In this section we will write a short program to index some files. These files will be textual in nature, and the index will be stored in an SQLite 3 database.
Procedure 1.1. Example Program: Index Files
First, we must include the necessary Semantic Engine files to do our indexing.
#include <semantic/semantic.hpp>
#include <semantic/indexing.hpp>
#include <semantic/storage/sqlite3.hpp>
The next step is to construct a graph object, name the collection and point it to an SQLite 3 database file (which need not exist yet).
We will omit the int main() function for brevity.
typedef semantic::SEGraph<semantic::SQLite3StoragePolicy> MyGraph;
MyGraph graph("test collection");
graph.set_file("my_index.db");
Next we will create the text indexing helper object, which will allow us to easily parse a block of text, apply some natural language processing on it, stem words and construct the graph. By default, all this happens automatically.
typedef semantic::text_indexer<MyGraph> MyIndexer;
MyIndexer indexer(graph, "/usr/local/share/semantic/tagger/lexicon.txt.gz");
The lexicon.txt.gz file should have been installed with the
Semantic Engine library. You may supply your own
lexicon (in another language, for example) or use the convenient
LEXICON_INSTALL_LOCATION which is defined in semantic/config.hpp.
Now comes the fun part. Let's index some files! Our loop here iterates through
an imaginary std::vector of strings pointing to text files on our
hard drive.
g.set_mirror_changes_to_storage(true);
for(std::vector<;std::string>::iterator it = my_filenames.begin();
it != my_filesnames.end(); ++it) {
indexer.index(*it);
}
g.set_mirror_changes_to_storage(false);
g.commit_changes_to_storage();
Now you might be asking, what do the functions set_mirror_changes_to_storage()
and commit_changes_to_storage() do? The answer is simple: the SEGraph
object holds the index in memory. There are times when analysis is performed on the graph object
and you don't want operations on the graph to be reflected in your on-disk index. By default
the value of set_mirror_changes_to_storage() is false. By setting
it to true the graph will begin keeping track of changes you make. When
commit_changes_to_storage() is called, those changes will be written to disk. Depending
on the amount of text indexed, this process can take a while (as a general rule, about 5 minutes
per 15,000 paragraphs of text).
Now let's perform a basic search on our index. This requires the use of the SESubgraph
class instead of SEGraph (now in a sense we're still using SEGraph as it is a
superclass of SESubgraph). A search in the Semantic Engine is nothing
more than extracting a subgraph of the main graph. Since indices become rather large rather quickly, it is
a big time-saver to work with subgraphs.
Procedure 1.2. Example Program: Basic Search
Like in our previous example, let's start with the includes.

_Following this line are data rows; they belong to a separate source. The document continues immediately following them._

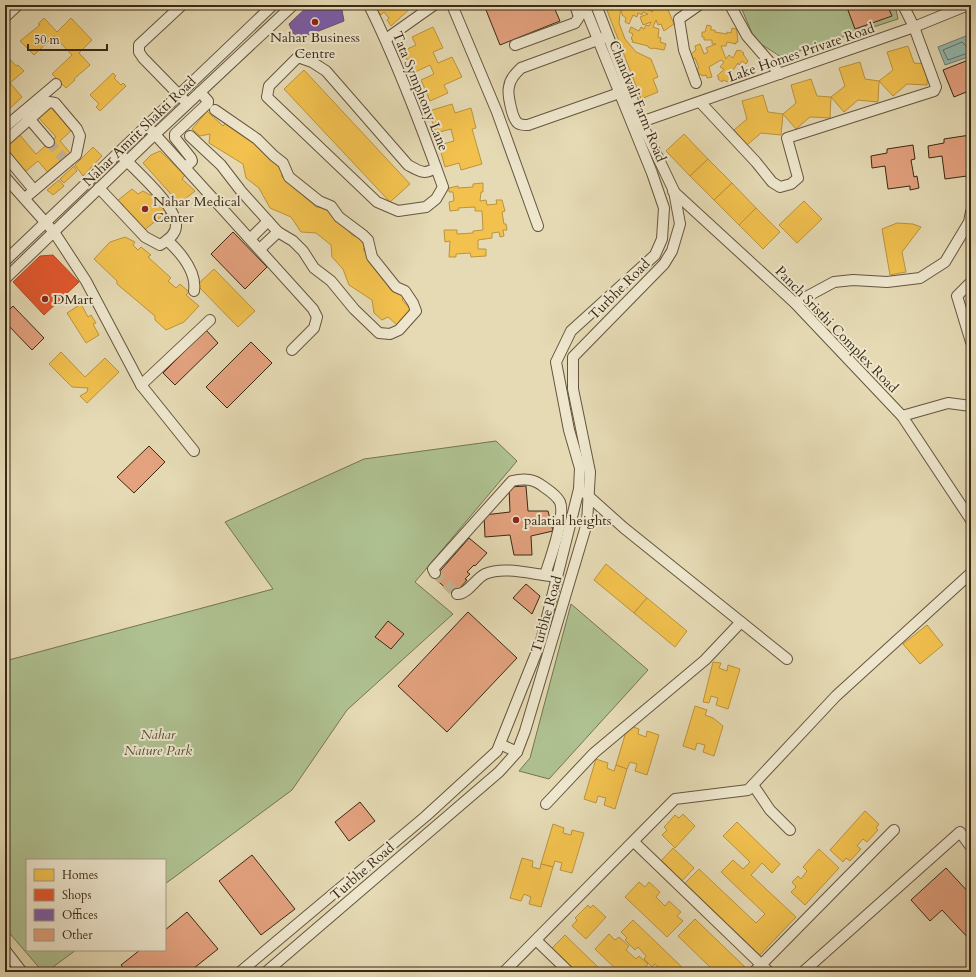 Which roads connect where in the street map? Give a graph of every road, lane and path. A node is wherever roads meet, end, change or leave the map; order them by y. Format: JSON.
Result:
{"nodes":[{"id":1,"x":18,"y":5,"type":"edge"},
{"id":2,"x":182,"y":5,"type":"edge"},
{"id":3,"x":273,"y":5,"type":"edge"},
{"id":4,"x":293,"y":5,"type":"edge"},
{"id":5,"x":369,"y":5,"type":"edge"},
{"id":6,"x":434,"y":5,"type":"edge"},
{"id":7,"x":452,"y":5,"type":"edge"},
{"id":8,"x":596,"y":5,"type":"edge"},
{"id":9,"x":699,"y":5,"type":"edge"},
{"id":10,"x":730,"y":5,"type":"edge"},
{"id":11,"x":903,"y":5,"type":"edge"},
{"id":12,"x":968,"y":5,"type":"edge"},
{"id":13,"x":581,"y":6,"type":"edge"},
{"id":14,"x":5,"y":17,"type":"edge"},
{"id":15,"x":914,"y":27,"type":"junction"},
{"id":16,"x":608,"y":36,"type":"junction"},
{"id":17,"x":386,"y":39,"type":"junction"},
{"id":18,"x":598,"y":40,"type":"junction"},
{"id":19,"x":515,"y":45,"type":"dead end"},
{"id":20,"x":780,"y":74,"type":"junction"},
{"id":21,"x":696,"y":83,"type":"dead end"},
{"id":22,"x":56,"y":84,"type":"dead end"},
{"id":23,"x":200,"y":92,"type":"junction"},
{"id":24,"x":624,"y":92,"type":"junction"},
{"id":25,"x":180,"y":95,"type":"junction"},
{"id":26,"x":700,"y":102,"type":"junction"},
{"id":27,"x":188,"y":104,"type":"junction"},
{"id":28,"x":215,"y":110,"type":"dead end"},
{"id":29,"x":27,"y":116,"type":"junction"},
{"id":30,"x":641,"y":122,"type":"junction"},
{"id":31,"x":149,"y":124,"type":"junction"},
{"id":32,"x":5,"y":128,"type":"edge"},
{"id":33,"x":157,"y":133,"type":"junction"},
{"id":34,"x":190,"y":136,"type":"dead end"},
{"id":35,"x":5,"y":141,"type":"edge"},
{"id":36,"x":49,"y":142,"type":"tunnel mouth"},
{"id":37,"x":118,"y":153,"type":"junction"},
{"id":38,"x":5,"y":155,"type":"edge"},
{"id":39,"x":127,"y":162,"type":"junction"},
{"id":40,"x":188,"y":164,"type":"junction"},
{"id":41,"x":436,"y":167,"type":"junction"},
{"id":42,"x":5,"y":177,"type":"edge"},
{"id":43,"x":656,"y":185,"type":"junction"},
{"id":44,"x":99,"y":188,"type":"junction"},
{"id":45,"x":34,"y":190,"type":"junction"},
{"id":46,"x":674,"y":191,"type":"junction"},
{"id":47,"x":25,"y":198,"type":"junction"},
{"id":48,"x":971,"y":212,"type":"edge"},
{"id":49,"x":268,"y":221,"type":"junction"},
{"id":50,"x":46,"y":222,"type":"junction"},
{"id":51,"x":538,"y":226,"type":"dead end"},
{"id":52,"x":54,"y":232,"type":"junction"},
{"id":53,"x":278,"y":232,"type":"junction"},
{"id":54,"x":252,"y":237,"type":"junction"},
{"id":55,"x":167,"y":240,"type":"junction"},
{"id":56,"x":262,"y":247,"type":"junction"},
{"id":57,"x":5,"y":261,"type":"edge"},
{"id":58,"x":5,"y":279,"type":"edge"},
{"id":59,"x":971,"y":282,"type":"edge"},
{"id":60,"x":194,"y":291,"type":"dead end"},
{"id":61,"x":795,"y":303,"type":"junction"},
{"id":62,"x":318,"y":311,"type":"dead end"},
{"id":63,"x":210,"y":320,"type":"dead end"},
{"id":64,"x":568,"y":338,"type":"junction"},
{"id":65,"x":971,"y":342,"type":"edge"},
{"id":66,"x":583,"y":346,"type":"junction"},
{"id":67,"x":292,"y":350,"type":"dead end"},
{"id":68,"x":141,"y":385,"type":"junction"},
{"id":69,"x":971,"y":406,"type":"edge"},
{"id":70,"x":902,"y":416,"type":"junction"},
{"id":71,"x":194,"y":451,"type":"dead end"},
{"id":72,"x":579,"y":489,"type":"junction"},
{"id":73,"x":589,"y":496,"type":"junction"},
{"id":74,"x":971,"y":520,"type":"edge"},
{"id":75,"x":434,"y":573,"type":"dead end"},
{"id":76,"x":971,"y":573,"type":"edge"},
{"id":77,"x":546,"y":575,"type":"junction"},
{"id":78,"x":557,"y":578,"type":"junction"},
{"id":79,"x":570,"y":582,"type":"junction"},
{"id":80,"x":457,"y":594,"type":"dead end"},
{"id":81,"x":741,"y":622,"type":"junction"},
{"id":82,"x":541,"y":641,"type":"junction"},
{"id":83,"x":553,"y":642,"type":"junction"},
{"id":84,"x":787,"y":659,"type":"dead end"},
{"id":85,"x":500,"y":744,"type":"junction"},
{"id":86,"x":518,"y":752,"type":"junction"},
{"id":87,"x":753,"y":785,"type":"junction"},
{"id":88,"x":546,"y":804,"type":"dead end"},
{"id":89,"x":790,"y":830,"type":"dead end"},
{"id":90,"x":894,"y":830,"type":"dead end"},
{"id":91,"x":634,"y":842,"type":"junction"},
{"id":92,"x":971,"y":847,"type":"edge"},
{"id":93,"x":536,"y":940,"type":"junction"},
{"id":94,"x":5,"y":950,"type":"edge"},
{"id":95,"x":762,"y":964,"type":"junction"},
{"id":96,"x":22,"y":972,"type":"edge"},
{"id":97,"x":240,"y":972,"type":"edge"},
{"id":98,"x":266,"y":972,"type":"edge"},
{"id":99,"x":504,"y":972,"type":"edge"},
{"id":100,"x":569,"y":972,"type":"edge"},
{"id":101,"x":754,"y":972,"type":"edge"},
{"id":102,"x":769,"y":972,"type":"edge"},
{"id":103,"x":803,"y":972,"type":"edge"}],
"edges":[{"from":1,"to":14,"type":"street"},
{"from":2,"to":25,"type":"street"},
{"from":3,"to":25,"type":"street","name":"Nahar Amrit Shakti Road"},
{"from":4,"to":23,"type":"street","name":"Nahar Amrit Shakti Road"},
{"from":5,"to":17,"type":"street","name":"Tata Symphony Lane"},
{"from":6,"to":17,"type":"street"},
{"from":7,"to":51,"type":"street"},
{"from":8,"to":16,"type":"street","name":"Chandvali Farm Road"},
{"from":9,"to":21,"type":"street"},
{"from":10,"to":20,"type":"street"},
{"from":11,"to":15,"type":"street"},
{"from":12,"to":15,"type":"street","name":"Lake Homes Private Road"},
{"from":13,"to":18,"type":"street","name":"Chandvali Farm Road"},
{"from":13,"to":19,"type":"street"},
{"from":15,"to":20,"type":"street","name":"Lake Homes Private Road"},
{"from":15,"to":26,"type":"street"},
{"from":16,"to":18,"type":"street"},
{"from":16,"to":24,"type":"street","name":"Chandvali Farm Road"},
{"from":17,"to":41,"type":"street","name":"Tata Symphony Lane"},
{"from":18,"to":24,"type":"street","name":"Chandvali Farm Road"},
{"from":18,"to":24,"type":"street"},
{"from":20,"to":26,"type":"street","name":"Lake Homes Private Road"},
{"from":22,"to":29,"type":"street"},
{"from":23,"to":27,"type":"street","name":"Nahar Amrit Shakti Road"},
{"from":23,"to":40,"type":"street"},
{"from":24,"to":30,"type":"street","name":"Chandvali Farm Road"},
{"from":24,"to":43,"type":"street","name":"Chandvali Farm Road"},
{"from":25,"to":27,"type":"street"},
{"from":25,"to":31,"type":"street","name":"Nahar Amrit Shakti Road"},
{"from":26,"to":30,"type":"street","name":"Lake Homes Private Road"},
{"from":27,"to":33,"type":"street","name":"Nahar Amrit Shakti Road"},
{"from":28,"to":53,"type":"street"},
{"from":29,"to":32,"type":"street"},
{"from":29,"to":35,"type":"street"},
{"from":29,"to":36,"type":"street"},
{"from":29,"to":45,"type":"street"},
{"from":30,"to":46,"type":"street","name":"Chandvali Farm Road"},
{"from":31,"to":33,"type":"street"},
{"from":31,"to":37,"type":"street","name":"Nahar Amrit Shakti Road"},
{"from":33,"to":39,"type":"street","name":"Nahar Amrit Shakti Road"},
{"from":33,"to":40,"type":"street"},
{"from":33,"to":67,"type":"street"},
{"from":34,"to":49,"type":"street"},
{"from":37,"to":39,"type":"street"},
{"from":37,"to":50,"type":"street","name":"Nahar Amrit Shakti Road"},
{"from":38,"to":45,"type":"street"},
{"from":39,"to":44,"type":"street","name":"Nahar Amrit Shakti Road"},
{"from":39,"to":55,"type":"street"},
{"from":40,"to":54,"type":"street"},
{"from":41,"to":41,"type":"street","name":"Tata Symphony Lane"},
{"from":42,"to":47,"type":"street"},
{"from":43,"to":46,"type":"street","name":"Panch Sristhi Complex Road"},
{"from":43,"to":64,"type":"street","name":"Chandvali Farm Road"},
{"from":44,"to":52,"type":"street","name":"Nahar Amrit Shakti Road"},
{"from":44,"to":55,"type":"street"},
{"from":45,"to":47,"type":"street"},
{"from":46,"to":61,"type":"street","name":"Panch Sristhi Complex Road"},
{"from":46,"to":66,"type":"street","name":"Turbhe Road"},
{"from":47,"to":50,"type":"street"},
{"from":48,"to":61,"type":"street"},
{"from":49,"to":53,"type":"street"},
{"from":49,"to":54,"type":"street"},
{"from":50,"to":52,"type":"street"},
{"from":50,"to":57,"type":"street","name":"Nahar Amrit Shakti Road"},
{"from":52,"to":58,"type":"street","name":"Nahar Amrit Shakti Road"},
{"from":52,"to":68,"type":"street"},
{"from":53,"to":56,"type":"street"},
{"from":54,"to":56,"type":"street"},
{"from":55,"to":60,"type":"street"},
{"from":56,"to":62,"type":"street"},
{"from":59,"to":65,"type":"street"},
{"from":61,"to":70,"type":"street","name":"Panch Sristhi Complex Road"},
{"from":63,"to":68,"type":"street"},
{"from":64,"to":66,"type":"street"},
{"from":64,"to":72,"type":"street"},
{"from":66,"to":73,"type":"street","name":"Turbhe Road"},
{"from":68,"to":71,"type":"street"},
{"from":69,"to":70,"type":"street"},
{"from":70,"to":74,"type":"street","name":"Panch Sristhi Complex Road"},
{"from":72,"to":73,"type":"street"},
{"from":72,"to":78,"type":"street"},
{"from":73,"to":79,"type":"street","name":"Turbhe Road"},
{"from":73,"to":81,"type":"street"},
{"from":75,"to":77,"type":"street"},
{"from":76,"to":87,"type":"street"},
{"from":77,"to":78,"type":"street"},
{"from":77,"to":80,"type":"street"},
{"from":78,"to":79,"type":"street"},
{"from":78,"to":82,"type":"street"},
{"from":79,"to":83,"type":"street","name":"Turbhe Road"},
{"from":81,"to":84,"type":"street"},
{"from":81,"to":88,"type":"street"},
{"from":82,"to":83,"type":"street"},
{"from":82,"to":85,"type":"street"},
{"from":83,"to":86,"type":"street","name":"Turbhe Road"},
{"from":85,"to":86,"type":"street"},
{"from":85,"to":97,"type":"street"},
{"from":86,"to":98,"type":"street","name":"Turbhe Road"},
{"from":87,"to":89,"type":"street"},
{"from":87,"to":91,"type":"street"},
{"from":90,"to":95,"type":"street"},
{"from":91,"to":93,"type":"street"},
{"from":91,"to":95,"type":"street"},
{"from":92,"to":103,"type":"street"},
{"from":93,"to":99,"type":"street"},
{"from":93,"to":100,"type":"street"},
{"from":94,"to":96,"type":"street"},
{"from":95,"to":101,"type":"street"},
{"from":95,"to":102,"type":"street"}]}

#include <semantic/subgraph.hpp>
#include <semantic/search.hpp>
// as per normal, we need a storage policy -- this will allow us access to our index
#incldue <semantic/storage/sqlite3.hpp>
// subgraphs are built by using a subgraph policy
#include <semantic/subgraph/pruning_random_walk.hpp>
// and a weighting policy is necessary for some subgraph policies, as well
// as for ranking operations
#include <semantic/weighting/lg.hpp>
#include <semantic/weighting/tf.hpp>
#include <semantic/weighting/idf.hpp>
The three weighting policy files we will use to combine into one weighting policy.
lg.hpp defines Local/Global weighting, tf.hpp
defines Term Frequency and idf.hpp defines
Inverse Document Frequency. We will combine these to create TF/IDF weighting.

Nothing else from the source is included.